**WHAT IS REQUIRED**. What number of lines in the listing contain "wrist"? Answer with that number only.

**DATA PROVIDED**.
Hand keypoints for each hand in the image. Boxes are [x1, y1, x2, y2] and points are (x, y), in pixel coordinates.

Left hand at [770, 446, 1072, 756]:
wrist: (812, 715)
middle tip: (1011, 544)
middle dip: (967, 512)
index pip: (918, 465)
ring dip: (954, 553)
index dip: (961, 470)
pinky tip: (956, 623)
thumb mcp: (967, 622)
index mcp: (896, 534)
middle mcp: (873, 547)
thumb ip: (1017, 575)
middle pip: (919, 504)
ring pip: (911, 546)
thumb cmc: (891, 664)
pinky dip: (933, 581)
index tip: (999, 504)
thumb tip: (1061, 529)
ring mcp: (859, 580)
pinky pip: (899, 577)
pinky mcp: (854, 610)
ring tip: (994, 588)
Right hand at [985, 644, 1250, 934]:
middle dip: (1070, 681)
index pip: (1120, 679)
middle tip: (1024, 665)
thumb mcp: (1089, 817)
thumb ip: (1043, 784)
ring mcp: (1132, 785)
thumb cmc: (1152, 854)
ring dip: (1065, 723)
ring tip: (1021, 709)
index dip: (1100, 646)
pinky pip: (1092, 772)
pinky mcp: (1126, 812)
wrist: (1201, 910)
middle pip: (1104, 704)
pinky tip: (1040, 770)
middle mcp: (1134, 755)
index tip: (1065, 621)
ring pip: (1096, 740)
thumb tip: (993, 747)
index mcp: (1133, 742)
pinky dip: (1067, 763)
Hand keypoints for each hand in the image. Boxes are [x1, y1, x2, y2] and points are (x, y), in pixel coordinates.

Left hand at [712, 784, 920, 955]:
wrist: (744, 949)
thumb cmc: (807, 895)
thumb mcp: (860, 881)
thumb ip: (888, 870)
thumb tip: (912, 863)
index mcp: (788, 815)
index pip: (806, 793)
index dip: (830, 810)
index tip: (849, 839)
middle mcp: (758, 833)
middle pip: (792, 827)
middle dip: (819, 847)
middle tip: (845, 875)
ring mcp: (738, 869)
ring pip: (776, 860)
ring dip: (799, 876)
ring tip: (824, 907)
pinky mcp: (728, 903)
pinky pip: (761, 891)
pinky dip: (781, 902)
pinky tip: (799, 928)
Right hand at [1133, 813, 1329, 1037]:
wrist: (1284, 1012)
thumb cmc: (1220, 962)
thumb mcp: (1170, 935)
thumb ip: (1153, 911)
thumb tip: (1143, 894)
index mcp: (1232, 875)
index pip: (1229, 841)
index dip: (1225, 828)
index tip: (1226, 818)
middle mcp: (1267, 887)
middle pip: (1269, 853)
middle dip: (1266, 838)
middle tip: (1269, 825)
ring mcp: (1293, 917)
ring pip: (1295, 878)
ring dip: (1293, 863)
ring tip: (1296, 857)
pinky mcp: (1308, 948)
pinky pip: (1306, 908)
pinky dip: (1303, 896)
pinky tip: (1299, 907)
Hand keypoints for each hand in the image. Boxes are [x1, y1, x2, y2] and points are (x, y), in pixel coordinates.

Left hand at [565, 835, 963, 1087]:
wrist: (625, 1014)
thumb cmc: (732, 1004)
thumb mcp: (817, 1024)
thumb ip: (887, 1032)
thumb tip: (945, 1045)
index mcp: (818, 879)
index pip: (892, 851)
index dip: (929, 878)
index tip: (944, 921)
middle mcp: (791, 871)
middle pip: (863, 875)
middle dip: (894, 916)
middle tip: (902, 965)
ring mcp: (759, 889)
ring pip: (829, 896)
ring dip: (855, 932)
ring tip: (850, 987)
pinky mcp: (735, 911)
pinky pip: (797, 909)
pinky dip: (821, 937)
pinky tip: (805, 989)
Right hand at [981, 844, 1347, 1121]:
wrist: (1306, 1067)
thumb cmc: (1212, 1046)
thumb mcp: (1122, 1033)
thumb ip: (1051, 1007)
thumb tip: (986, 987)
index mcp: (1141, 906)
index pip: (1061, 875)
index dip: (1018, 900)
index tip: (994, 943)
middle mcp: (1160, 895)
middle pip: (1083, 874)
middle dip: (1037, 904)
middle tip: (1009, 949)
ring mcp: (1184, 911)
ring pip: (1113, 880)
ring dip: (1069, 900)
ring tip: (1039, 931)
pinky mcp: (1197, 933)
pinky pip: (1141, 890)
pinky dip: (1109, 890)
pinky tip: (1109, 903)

**EXERCISE SOLUTION**. 6